* [Required action]:
Look through the entries for the string "cesta", and copy each line that holds it.
### Task data ###
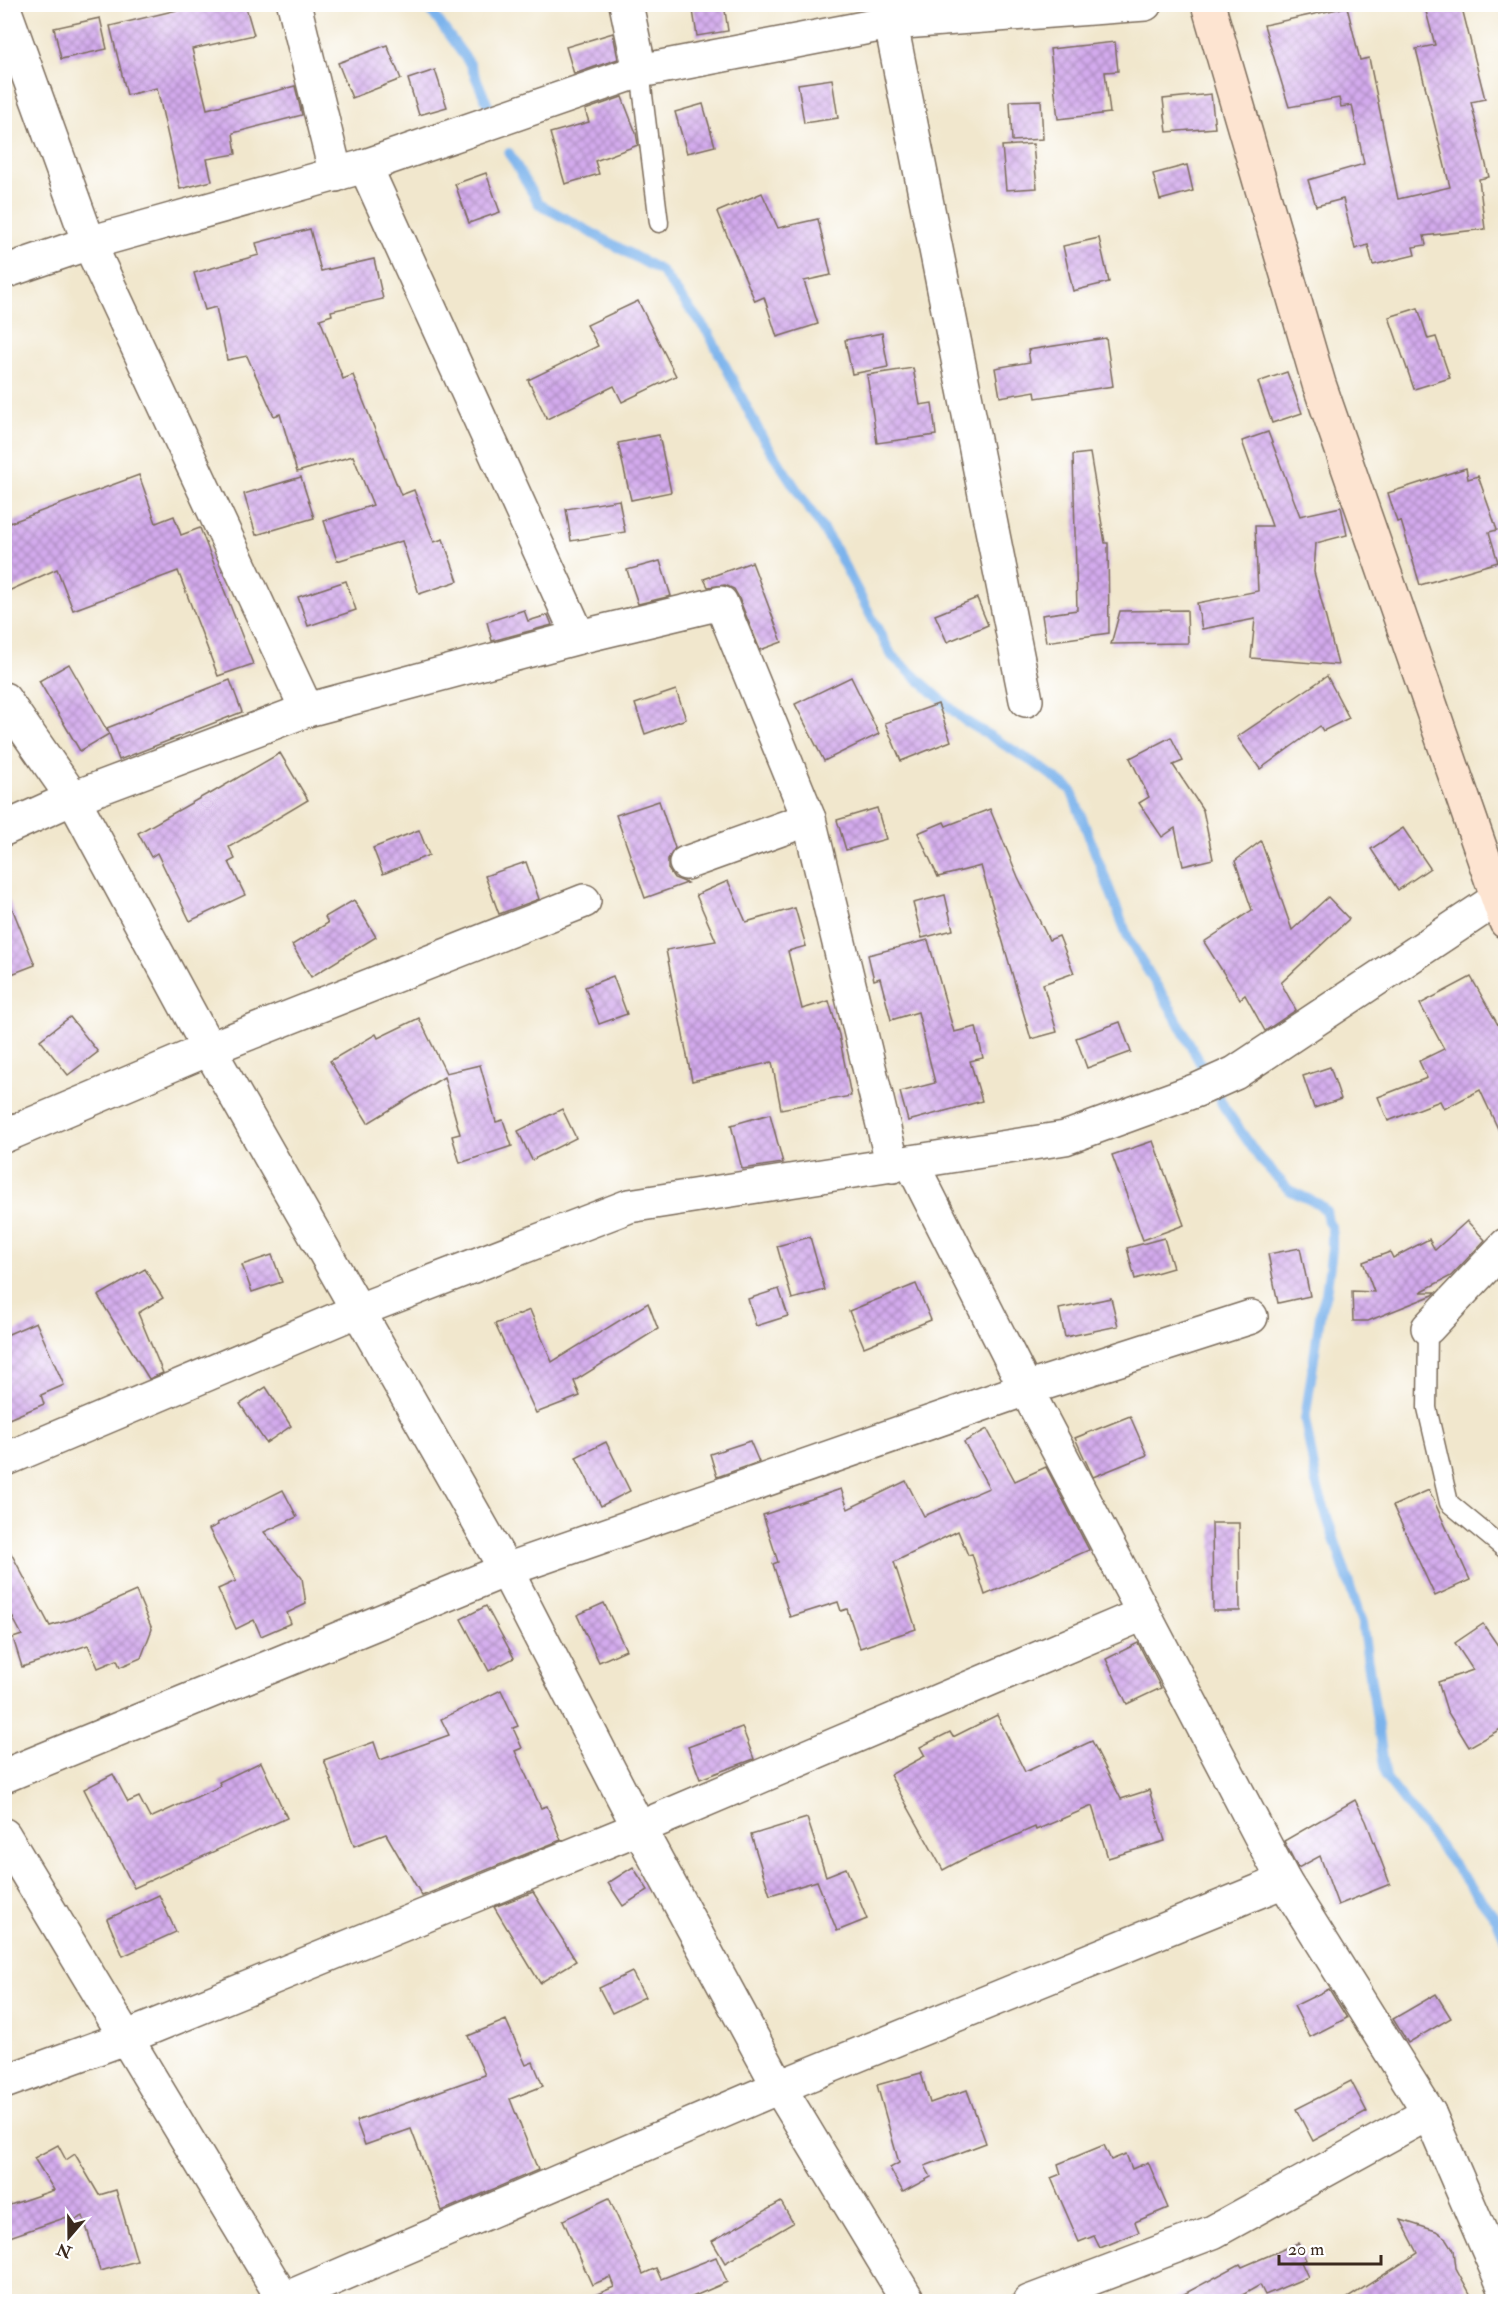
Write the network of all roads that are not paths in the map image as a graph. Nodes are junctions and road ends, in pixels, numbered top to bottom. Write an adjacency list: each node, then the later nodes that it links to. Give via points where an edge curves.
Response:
1 (294, 4): 8 (street)
2 (626, 4): 7 (street)
3 (1145, 4): 6 (street)
4 (1208, 4): 21 (street, via 1319,384)
5 (4, 8): 10 (street)
6 (888, 14): 7 (street); 14 (street)
7 (640, 71): 8 (street); 9 (lane)
8 (351, 170): 10 (street); 12 (street)
9 (659, 223)
10 (89, 243): 11 (street); 15 (street)
11 (4, 272)
12 (579, 637): 15 (street); 17 (street, via 721,603)
13 (4, 699): 16 (street)
14 (1026, 700)
15 (307, 710): 16 (street)
16 (73, 798): 18 (street); 22 (street)
17 (809, 819): 19 (street); 24 (street)
18 (4, 829)
19 (686, 863)
20 (584, 900): 22 (street)
21 (1503, 905): 24 (street, via 1235,1073 1197,1090 1065,1138)
22 (209, 1049): 23 (street); 26 (street)
23 (4, 1136)
24 (902, 1164): 26 (street, via 629,1206); 29 (street)
25 (1506, 1245): 28 (street)
26 (359, 1310): 30 (street); 32 (street)
27 (1251, 1317): 29 (street)
28 (1428, 1328): 31 (lane, via 1427,1408 1449,1503)
29 (1026, 1389): 32 (street); 33 (street)
30 (4, 1460)
31 (1506, 1550)
32 (506, 1570): 34 (street); 35 (street)
33 (1143, 1614): 35 (street); 37 (street)
34 (4, 1776)
35 (639, 1828): 38 (street); 40 (street)
36 (4, 1835): 38 (street)
37 (1284, 1881): 40 (street); 41 (street)
38 (125, 2038): 39 (street); 43 (street)
39 (4, 2082)
40 (779, 2087): 43 (street); 44 (street)
41 (1429, 2113): 42 (street); 45 (street, via 1213,2232)
42 (1506, 2291)
43 (283, 2301)
44 (909, 2301)
45 (1029, 2301)

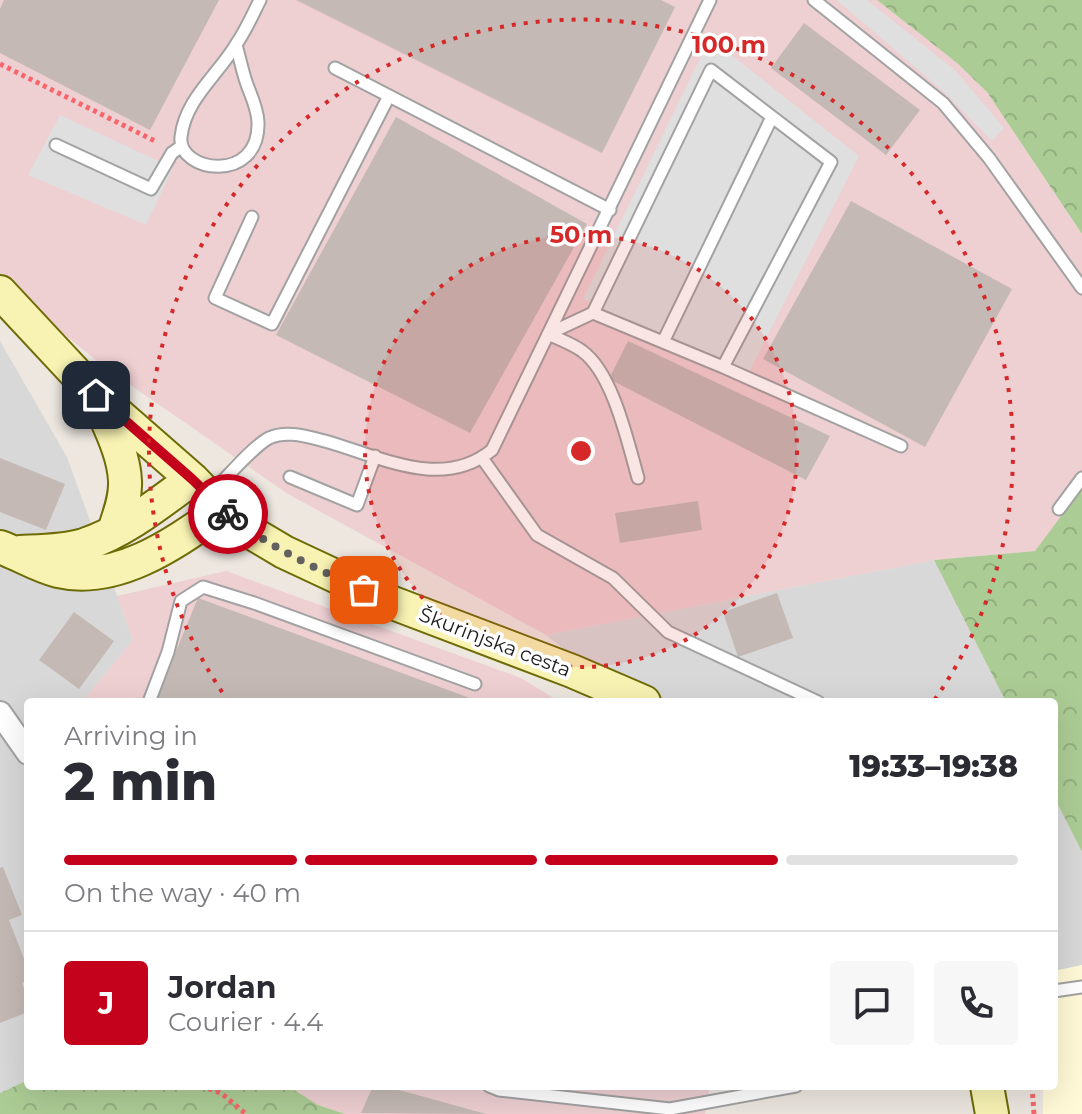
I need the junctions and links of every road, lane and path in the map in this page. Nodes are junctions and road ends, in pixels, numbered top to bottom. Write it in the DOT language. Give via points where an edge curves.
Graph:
graph roads {
  1 [pos="260,0"];
  2 [pos="710,0"];
  3 [pos="814,0"];
  4 [pos="236,45"];
  5 [pos="0,64"];
  6 [pos="335,68"];
  7 [pos="389,96"];
  8 [pos="772,117"];
  9 [pos="181,143"];
  10 [pos="56,145"];
  11 [pos="610,210"];
  12 [pos="252,217"];
  13 [pos="1082,288"];
  14 [pos="0,292"];
  15 [pos="593,313"];
  16 [pos="548,334"];
  17 [pos="663,342"];
  18 [pos="723,367"];
  19 [pos="96,395"];
  20 [pos="901,446"];
  21 [pos="375,456"];
  22 [pos="482,458"];
  23 [pos="290,477"];
  24 [pos="638,478"];
  25 [pos="1082,478"];
  26 [pos="207,495"];
  27 [pos="1059,509"];
  28 [pos="114,531"];
  29 [pos="7,550"];
  30 [pos="475,684"];
  31 [pos="151,698"];
  32 [pos="635,698"];
  33 [pos="809,698"];
  34 [pos="0,713"];
  35 [pos="24,747"];
  36 [pos="1082,987"];
  37 [pos="1058,990"];
  38 [pos="212,1090"];
  39 [pos="499,1090"];
  40 [pos="722,1090"];
  41 [pos="775,1090"];
  42 [pos="988,1090"];
  43 [pos="1032,1090"];
  44 [pos="718,1101"];
  45 [pos="246,1114"];
  46 [pos="992,1114"];
  47 [pos="1034,1114"];
  1 -- 4 [label="lane"];
  2 -- 11 [label="lane"];
  3 -- 13 [label="lane" via="943,103"];
  4 -- 9 [label="lane" via="195,99"];
  4 -- 9 [label="lane" via="256,104 257,142 248,156 229,166 206,167"];
  5 -- 9 [label="path" via="159,143"];
  6 -- 7 [label="lane"];
  7 -- 11 [label="lane"];
  7 -- 12 [label="lane" via="272,324 215,298"];
  8 -- 15 [label="lane" via="711,70"];
  8 -- 17 [label="lane"];
  8 -- 18 [label="lane" via="831,162"];
  9 -- 10 [label="lane" via="151,189"];
  11 -- 16 [label="lane"];
  14 -- 19 [label="street"];
  15 -- 16 [label="lane"];
  15 -- 17 [label="lane"];
  16 -- 22 [label="lane" via="492,450"];
  16 -- 24 [label="lane" via="584,352 608,385"];
  17 -- 18 [label="lane"];
  18 -- 20 [label="lane"];
  19 -- 26 [label="street, Škurinjska cesta"];
  19 -- 28 [label="street" via="125,479"];
  21 -- 22 [label="lane" via="414,469 466,466"];
  21 -- 23 [label="lane" via="357,505"];
  21 -- 26 [label="lane" via="312,437 279,435 260,445"];
  22 -- 33 [label="lane" via="537,535 613,578 668,632"];
  25 -- 27 [label="lane"];
  26 -- 28 [label="street"];
  26 -- 29 [label="street" via="160,551 128,565 92,573 58,571"];
  26 -- 32 [label="street, Škurinjska cesta" via="270,544 335,577"];
  28 -- 29 [label="street" via="83,545"];
  30 -- 31 [label="lane" via="203,587 181,601"];
  34 -- 35 [label="street"];
  36 -- 37 [label="lane"];
  38 -- 45 [label="path"];
  39 -- 44 [label="lane" via="670,1109"];
  40 -- 44 [label="lane"];
  41 -- 44 [label="lane"];
  42 -- 46 [label="street"];
  43 -- 47 [label="path"];
}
###
* [Answer to this exercise]:
  19 -- 26 [label="street, Škurinjska cesta"];
  26 -- 32 [label="street, Škurinjska cesta" via="270,544 335,577"];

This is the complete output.